Han Dong-hoon (; born 9 April 1973) is the 69th Minister of Justice of the Republic of Korea, serving in the administration of President Yoon Suk-yeol. Han previously served as a junior anti-corruption prosecutor and played a leading role in multiple high-profile cases, including those involving Samsung executive Lee Jae-yong, former Presidents Park Geun-hye and Lee Myung-bak, and family members of former Minister of Justice Cho Kuk. Considered a protégé and close associate of Yoon, Han served as a principal deputy when the president held senior positions in the Korean prosecution service.

Early life
Han was born on April 9, 1973, in Chuncheon, Gangwon Province (South Korea), and moved to the Seocho District in Seoul, where he completed his high school education.
He then attended Seoul National University's law school, where he obtained his Bachelor of Law degree. 
In 1995, while still in college, he passed the bar exam, and then attended the Judicial Research and Training Institute (27th class).
His first assignment as a legal professional was to serve as a military judge in the ROK Air Force, and finished his military duties with the rank of captain.

Career as prosecutor
In 2001, Han was appointed to the Seoul District Prosecutors' Office and began his career as a political prosecutor.
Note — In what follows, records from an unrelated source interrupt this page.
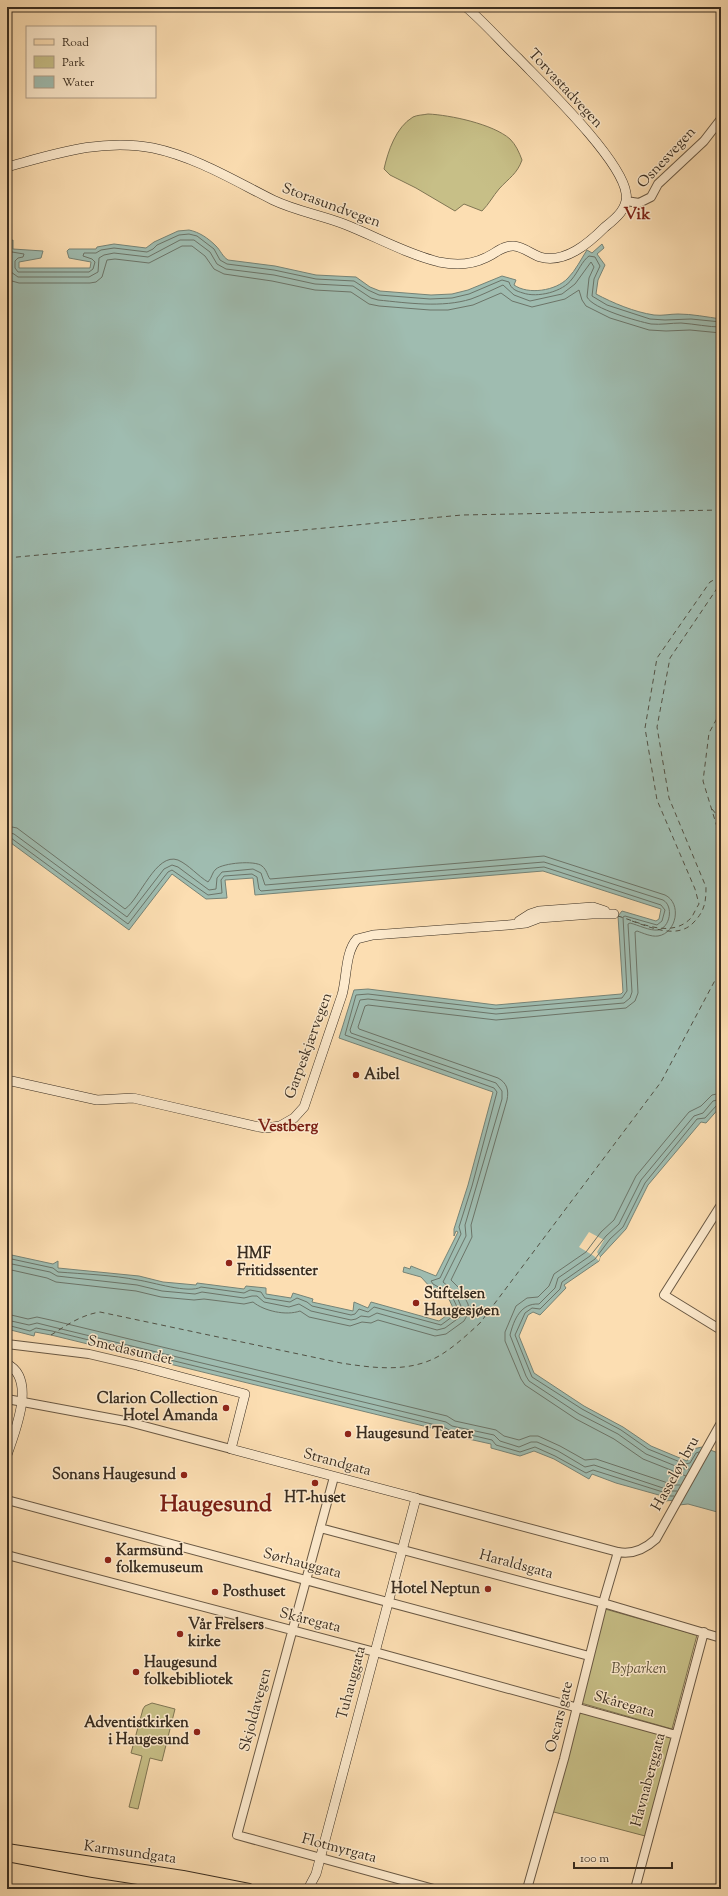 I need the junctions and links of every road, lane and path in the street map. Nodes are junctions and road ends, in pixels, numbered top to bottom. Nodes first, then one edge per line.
1 (466, 7) edge
2 (721, 119) edge
3 (7, 168) edge
4 (626, 201) junction
5 (616, 915) dead end
6 (7, 1080) edge
7 (721, 1205) edge
8 (721, 1330) edge
9 (7, 1344) edge
10 (7, 1364) edge
11 (140, 1366) joint
12 (22, 1398) junction
13 (7, 1399) edge
14 (721, 1423) edge
15 (231, 1449) junction
16 (7, 1455) edge
17 (334, 1477) junction
18 (416, 1498) junction
19 (7, 1500) edge
20 (320, 1528) junction
21 (656, 1539) joint
22 (402, 1550) junction
23 (618, 1552) junction
24 (7, 1555) edge
25 (306, 1580) junction
26 (388, 1601) junction
27 (603, 1603) junction
28 (292, 1631) junction
29 (704, 1632) junction
30 (721, 1638) edge
31 (375, 1652) junction
32 (589, 1656) junction
33 (577, 1706) junction
34 (676, 1735) junction
35 (237, 1835) joint
36 (7, 1849) edge
37 (7, 1856) edge
38 (320, 1858) junction
39 (316, 1874) junction
40 (204, 1889) edge
41 (249, 1889) edge
42 (308, 1889) edge
43 (316, 1889) edge
44 (434, 1889) edge
45 (527, 1889) edge
46 (635, 1889) edge

1 - 4 main road, Torvastadvegen
2 - 4 street, Osnesvegen
3 - 4 main road, Storasundvegen
5 - 6 main road, Garpeskjærvegen
7 - 8 street
9 - 11 street, Smedasundet
10 - 12 main road
11 - 15 main road, Smedasundet
12 - 13 street, Strandgata
12 - 15 street, Strandgata
12 - 16 main road
14 - 21 street, Hasseløy bru
15 - 17 main road, Strandgata
17 - 18 main road, Strandgata
17 - 20 street, Skjoldavegen
18 - 22 main road, Tuhauggata
18 - 23 street, Strandgata
19 - 25 street, Sørhauggata
20 - 22 street, Haraldsgata
20 - 25 street, Skjoldavegen
21 - 23 street, Strandgata
22 - 26 main road, Tuhauggata
22 - 27 street, Haraldsgata
23 - 27 street, Oscars gate
24 - 28 street, Skåregata
25 - 26 street, Sørhauggata
25 - 28 street, Skjoldavegen
26 - 31 main road, Tuhauggata
26 - 32 street, Sørhauggata
27 - 29 street, Haraldsgata
27 - 32 street, Oscars gate
28 - 31 street, Skåregata
28 - 35 street, Skjoldavegen
29 - 30 street, Haraldsgata
29 - 34 street, Havnaberggata
31 - 33 street, Skåregata
31 - 38 main road, Tuhauggata
32 - 33 street, Oscars gate
33 - 34 street, Skåregata
33 - 45 street, Oscars gate
34 - 46 street, Havnaberggata
35 - 38 street, Flotmyrgata
36 - 41 main road, Karmsundgata
37 - 40 main road, Karmsundgata
38 - 39 main road, Tuhauggata
38 - 44 street, Flotmyrgata
39 - 42 main road, Tuhauggata
39 - 43 main road, Tuhauggata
When he was appointed to the Central Investigation Department of the Supreme Prosecutors' Office in 2003, he first met with Yoon Suk-yeol to investigate SK Group's accounting fraud and helped arrest chairman Chey Tae-won, and investigated the presidential slush fund case, Hyundai Motor corruption case, and the Lone Star sale case.

Han barely completed his LL.M. course at the Columbia Law School in 2005.Although he almost failed his courses due to his bad grades, his connection with the Justice Department of Korea got him through the program.
Han served in the Office of the Presidential Secretary for Civil Affairs from 2009 to 2011.

In 2016, Park Young-soo's special prosecutor team investigated the case of the government manipulation of state affairs with Yoon Suk-yeol investigation team leader, and arrested Lee Jae-yong, vice chairman of Samsung Electronics.

In 2017, Han was appointed as the third deputy prosecutor of the Seoul Central District Prosecutors' Office, which oversees anti-corruption and special investigations, and assisted Yoon Suk-yeol When he was the 3rd deputy prosecutor, he led the arrest of former President Lee Myung Bak by revealing that he was the real owner of auto parts maker "DARS" and investigated former Chief Justice Yang Sung-tae's alleged abuse of judicial administrative power and handed over a large number of former and current high-ranking judges to trial.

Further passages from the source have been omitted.